## [THE PROBLEM]
Only the number is wanted: how many lines of the data contain "Hamilton"?

■ ■ ■ ■ ■ ■ ■

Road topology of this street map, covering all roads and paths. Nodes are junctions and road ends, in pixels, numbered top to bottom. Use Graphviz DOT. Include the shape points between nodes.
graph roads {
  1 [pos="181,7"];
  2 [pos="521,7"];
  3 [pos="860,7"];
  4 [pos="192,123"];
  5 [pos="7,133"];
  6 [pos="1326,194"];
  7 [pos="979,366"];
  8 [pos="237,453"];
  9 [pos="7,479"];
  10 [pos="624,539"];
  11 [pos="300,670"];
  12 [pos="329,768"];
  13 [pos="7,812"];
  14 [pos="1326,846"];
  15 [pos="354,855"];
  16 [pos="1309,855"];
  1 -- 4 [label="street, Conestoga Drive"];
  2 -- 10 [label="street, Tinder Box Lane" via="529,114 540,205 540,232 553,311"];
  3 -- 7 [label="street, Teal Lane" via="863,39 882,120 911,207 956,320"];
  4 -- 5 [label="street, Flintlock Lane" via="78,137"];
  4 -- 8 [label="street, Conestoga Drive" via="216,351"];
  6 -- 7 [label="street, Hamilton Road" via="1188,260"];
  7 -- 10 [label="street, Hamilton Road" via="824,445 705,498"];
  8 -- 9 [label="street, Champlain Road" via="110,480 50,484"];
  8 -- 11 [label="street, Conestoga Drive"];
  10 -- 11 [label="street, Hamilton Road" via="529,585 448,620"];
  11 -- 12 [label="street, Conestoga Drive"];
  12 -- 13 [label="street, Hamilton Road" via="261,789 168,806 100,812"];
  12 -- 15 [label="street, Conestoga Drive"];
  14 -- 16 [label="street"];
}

■ ■ ■ ■ ■ ■ ■

## [RESPONSE TO THE EXERCISE]
4